▶ What to do: Look through the lines below; wherever the word "canvas" appears, copy that line.
Top of Supplied material
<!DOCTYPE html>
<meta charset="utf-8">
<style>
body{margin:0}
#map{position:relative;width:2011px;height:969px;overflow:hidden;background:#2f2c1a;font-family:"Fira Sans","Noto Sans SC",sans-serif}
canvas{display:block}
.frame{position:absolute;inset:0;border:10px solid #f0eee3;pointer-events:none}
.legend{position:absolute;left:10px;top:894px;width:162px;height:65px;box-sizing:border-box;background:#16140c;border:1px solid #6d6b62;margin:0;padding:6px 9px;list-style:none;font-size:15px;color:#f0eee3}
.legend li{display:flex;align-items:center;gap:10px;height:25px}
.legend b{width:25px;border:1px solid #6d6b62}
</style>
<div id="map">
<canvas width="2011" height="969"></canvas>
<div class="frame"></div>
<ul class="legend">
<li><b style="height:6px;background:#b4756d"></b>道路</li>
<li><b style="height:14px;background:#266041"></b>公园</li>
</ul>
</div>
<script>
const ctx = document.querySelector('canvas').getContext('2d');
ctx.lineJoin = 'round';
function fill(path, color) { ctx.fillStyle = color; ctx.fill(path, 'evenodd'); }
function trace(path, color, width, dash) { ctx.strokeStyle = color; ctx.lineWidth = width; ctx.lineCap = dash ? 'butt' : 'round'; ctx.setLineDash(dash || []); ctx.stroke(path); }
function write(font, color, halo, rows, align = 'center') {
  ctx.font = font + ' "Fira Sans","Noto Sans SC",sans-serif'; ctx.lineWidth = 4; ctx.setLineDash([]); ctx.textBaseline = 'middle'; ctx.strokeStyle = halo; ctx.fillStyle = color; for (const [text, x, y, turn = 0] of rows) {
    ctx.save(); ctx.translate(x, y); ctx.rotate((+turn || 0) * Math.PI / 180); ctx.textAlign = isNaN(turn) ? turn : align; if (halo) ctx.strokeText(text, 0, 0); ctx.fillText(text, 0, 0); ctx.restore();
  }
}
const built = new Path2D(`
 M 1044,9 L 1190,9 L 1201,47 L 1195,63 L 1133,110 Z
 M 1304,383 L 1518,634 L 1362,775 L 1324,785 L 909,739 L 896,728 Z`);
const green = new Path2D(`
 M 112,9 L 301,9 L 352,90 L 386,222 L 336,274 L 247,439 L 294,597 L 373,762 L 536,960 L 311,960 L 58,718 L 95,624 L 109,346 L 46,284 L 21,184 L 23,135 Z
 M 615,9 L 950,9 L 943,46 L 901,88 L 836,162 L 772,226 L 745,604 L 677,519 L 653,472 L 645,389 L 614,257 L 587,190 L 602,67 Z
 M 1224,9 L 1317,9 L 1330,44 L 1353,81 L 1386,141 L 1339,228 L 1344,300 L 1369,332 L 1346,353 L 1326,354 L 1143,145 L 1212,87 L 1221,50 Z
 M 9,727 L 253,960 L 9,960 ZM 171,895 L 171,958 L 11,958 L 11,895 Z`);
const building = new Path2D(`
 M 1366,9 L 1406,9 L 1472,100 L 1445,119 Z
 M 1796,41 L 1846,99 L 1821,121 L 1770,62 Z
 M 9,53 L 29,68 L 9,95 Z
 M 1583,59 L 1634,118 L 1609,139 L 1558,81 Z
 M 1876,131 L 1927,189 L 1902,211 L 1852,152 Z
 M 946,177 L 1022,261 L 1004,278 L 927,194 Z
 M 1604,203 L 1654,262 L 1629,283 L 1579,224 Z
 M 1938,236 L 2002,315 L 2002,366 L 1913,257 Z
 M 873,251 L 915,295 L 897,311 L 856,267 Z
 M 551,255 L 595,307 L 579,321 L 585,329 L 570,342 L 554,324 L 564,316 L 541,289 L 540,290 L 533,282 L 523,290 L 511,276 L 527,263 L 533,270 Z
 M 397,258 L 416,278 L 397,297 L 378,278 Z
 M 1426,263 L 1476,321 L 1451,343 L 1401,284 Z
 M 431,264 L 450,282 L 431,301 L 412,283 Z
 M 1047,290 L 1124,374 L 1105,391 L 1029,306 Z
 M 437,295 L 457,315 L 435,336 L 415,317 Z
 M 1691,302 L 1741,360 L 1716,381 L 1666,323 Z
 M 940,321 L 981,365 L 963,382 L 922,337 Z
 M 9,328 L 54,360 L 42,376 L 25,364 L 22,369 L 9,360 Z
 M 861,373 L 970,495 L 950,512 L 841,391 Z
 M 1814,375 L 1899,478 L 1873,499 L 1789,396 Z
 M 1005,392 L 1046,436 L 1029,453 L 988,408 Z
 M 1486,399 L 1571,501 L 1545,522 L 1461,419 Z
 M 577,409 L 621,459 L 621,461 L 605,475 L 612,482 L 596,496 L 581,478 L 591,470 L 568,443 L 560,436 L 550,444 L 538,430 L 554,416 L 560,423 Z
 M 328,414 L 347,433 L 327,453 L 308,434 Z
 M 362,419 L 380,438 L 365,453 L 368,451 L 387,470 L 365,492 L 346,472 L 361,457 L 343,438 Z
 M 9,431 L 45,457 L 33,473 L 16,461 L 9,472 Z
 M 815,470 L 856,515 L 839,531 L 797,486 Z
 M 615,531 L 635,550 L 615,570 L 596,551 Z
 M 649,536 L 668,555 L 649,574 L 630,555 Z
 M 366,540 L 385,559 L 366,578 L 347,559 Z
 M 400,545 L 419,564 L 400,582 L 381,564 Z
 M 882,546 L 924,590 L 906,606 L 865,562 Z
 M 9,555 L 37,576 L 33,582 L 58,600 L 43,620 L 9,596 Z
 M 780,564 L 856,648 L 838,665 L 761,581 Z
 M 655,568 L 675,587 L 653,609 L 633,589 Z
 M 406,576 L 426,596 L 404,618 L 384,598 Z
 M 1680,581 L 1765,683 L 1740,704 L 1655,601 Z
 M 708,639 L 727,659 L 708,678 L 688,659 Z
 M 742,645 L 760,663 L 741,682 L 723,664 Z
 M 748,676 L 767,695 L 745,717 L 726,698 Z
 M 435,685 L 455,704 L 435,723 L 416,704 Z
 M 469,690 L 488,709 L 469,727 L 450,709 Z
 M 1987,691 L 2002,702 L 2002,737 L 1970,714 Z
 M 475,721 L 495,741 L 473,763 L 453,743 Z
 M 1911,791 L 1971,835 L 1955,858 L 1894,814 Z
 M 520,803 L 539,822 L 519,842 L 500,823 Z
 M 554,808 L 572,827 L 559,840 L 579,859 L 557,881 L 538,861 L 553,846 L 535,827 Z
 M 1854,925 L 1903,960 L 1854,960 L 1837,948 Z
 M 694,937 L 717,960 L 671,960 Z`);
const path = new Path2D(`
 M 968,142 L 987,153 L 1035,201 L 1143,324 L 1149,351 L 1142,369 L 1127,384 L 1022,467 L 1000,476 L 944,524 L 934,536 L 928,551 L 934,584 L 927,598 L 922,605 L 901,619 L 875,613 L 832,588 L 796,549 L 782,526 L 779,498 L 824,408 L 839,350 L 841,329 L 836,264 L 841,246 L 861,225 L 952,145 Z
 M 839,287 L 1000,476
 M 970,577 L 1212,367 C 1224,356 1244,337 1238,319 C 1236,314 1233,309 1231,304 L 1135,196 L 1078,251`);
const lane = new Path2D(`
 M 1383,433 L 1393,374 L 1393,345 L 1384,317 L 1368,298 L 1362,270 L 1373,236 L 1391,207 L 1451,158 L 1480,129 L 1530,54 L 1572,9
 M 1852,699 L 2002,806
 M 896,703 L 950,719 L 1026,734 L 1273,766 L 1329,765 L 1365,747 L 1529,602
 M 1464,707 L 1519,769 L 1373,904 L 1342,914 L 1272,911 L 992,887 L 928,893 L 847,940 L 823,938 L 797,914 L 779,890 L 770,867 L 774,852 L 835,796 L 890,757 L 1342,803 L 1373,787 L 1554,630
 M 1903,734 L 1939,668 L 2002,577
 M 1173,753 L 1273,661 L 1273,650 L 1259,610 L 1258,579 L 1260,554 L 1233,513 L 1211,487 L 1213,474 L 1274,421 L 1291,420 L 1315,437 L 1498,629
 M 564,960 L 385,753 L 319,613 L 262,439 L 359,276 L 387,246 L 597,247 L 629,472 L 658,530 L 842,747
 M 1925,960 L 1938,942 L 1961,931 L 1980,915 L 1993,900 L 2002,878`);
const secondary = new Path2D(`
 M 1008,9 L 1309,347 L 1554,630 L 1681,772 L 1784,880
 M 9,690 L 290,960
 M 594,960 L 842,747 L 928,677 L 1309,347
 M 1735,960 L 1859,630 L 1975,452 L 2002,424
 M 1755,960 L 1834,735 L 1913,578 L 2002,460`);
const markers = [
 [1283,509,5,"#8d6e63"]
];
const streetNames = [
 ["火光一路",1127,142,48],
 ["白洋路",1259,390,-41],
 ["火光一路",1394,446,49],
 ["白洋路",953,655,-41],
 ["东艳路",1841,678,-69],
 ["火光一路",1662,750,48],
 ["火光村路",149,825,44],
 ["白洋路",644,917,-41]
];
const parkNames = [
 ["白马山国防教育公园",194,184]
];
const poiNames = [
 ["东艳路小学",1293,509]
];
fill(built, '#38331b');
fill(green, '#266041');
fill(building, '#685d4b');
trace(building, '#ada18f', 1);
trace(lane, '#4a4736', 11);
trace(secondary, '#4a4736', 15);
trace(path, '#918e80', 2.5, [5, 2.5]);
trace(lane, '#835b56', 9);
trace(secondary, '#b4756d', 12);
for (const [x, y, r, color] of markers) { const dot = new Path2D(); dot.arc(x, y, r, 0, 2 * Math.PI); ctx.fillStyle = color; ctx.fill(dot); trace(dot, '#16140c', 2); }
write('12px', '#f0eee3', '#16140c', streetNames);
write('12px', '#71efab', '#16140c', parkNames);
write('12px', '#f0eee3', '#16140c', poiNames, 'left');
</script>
Bottom of Supplied material
▶ Response below:
canvas{display:block}
<canvas width="2011" height="969"></canvas>
const ctx = document.querySelector('canvas').getContext('2d');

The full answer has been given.